• EST
  • Eng
  • EST
  • Eng

EcolChange blog archives

New paper out – Diterpenoid fingerprints in pine foliage across an environmental and chemotypic matrix: Isoabienol content is a key trait differentiating chemotypes

Autor: Lauri Laanisto

Intraspecific variability in functional traits has emerged in recent years as a quite important phenomenon. At least in plant ecology. Traditional view in life sciences has promoted between-species differences as much more significant drivers of ecological processes than within-species differences. Even though already Darwin pointed out that competition for resources is the fiercest within a population – individuals with the same niche fighting over the same stuff.

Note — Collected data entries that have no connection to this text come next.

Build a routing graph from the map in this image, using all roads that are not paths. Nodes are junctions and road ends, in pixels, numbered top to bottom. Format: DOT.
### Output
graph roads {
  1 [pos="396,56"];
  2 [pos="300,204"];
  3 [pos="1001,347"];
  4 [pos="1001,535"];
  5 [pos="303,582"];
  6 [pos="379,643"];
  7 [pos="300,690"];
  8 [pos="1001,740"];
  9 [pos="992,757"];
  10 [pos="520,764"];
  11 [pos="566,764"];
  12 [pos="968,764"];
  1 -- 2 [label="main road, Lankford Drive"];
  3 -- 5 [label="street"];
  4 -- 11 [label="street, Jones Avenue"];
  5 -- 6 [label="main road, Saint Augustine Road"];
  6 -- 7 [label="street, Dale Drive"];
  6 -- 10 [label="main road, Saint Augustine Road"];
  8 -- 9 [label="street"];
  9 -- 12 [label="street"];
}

The current trends in trait-based ecology favor big data. It is logical to take as much data as possible and put all the numbers into one model and see if any general patterns emerge. Makes sense. But at least in the purely ecological studies, this approach to intraspecific trait variability has not really worked. In many cases, one being within-species variability, we should maybe use a deeper-going approach. And have smaller, but more insightful datasets than let´s say community weighted means. Angela Moles just published a very nice essay review about it.

In its own way, this study is very insightful in the context of intraspecific funcational variability. The way how VOC emissions of Pinus sylvestris depend on genetics, epigenetics and also phenotypically because of variable environmental conditions. And how these different sources of intraspecific variability might be related. So much questions in this regard are still unanswered…

Citation: Kännaste, A., Laanisto, L., Pazouki, L., Copolovici, L., Suhorutšenko, M., Azeem, M., Toom, L., Borg-Karlson, A.-K. & Niinemets, Ü. (2018). Diterpenoid fingerprints in pine foliage across an environmental and chemotypic matrix: Isoabienol content is a key trait differentiating chemotypes. Phytochemistry147, 80-88. (link to full text)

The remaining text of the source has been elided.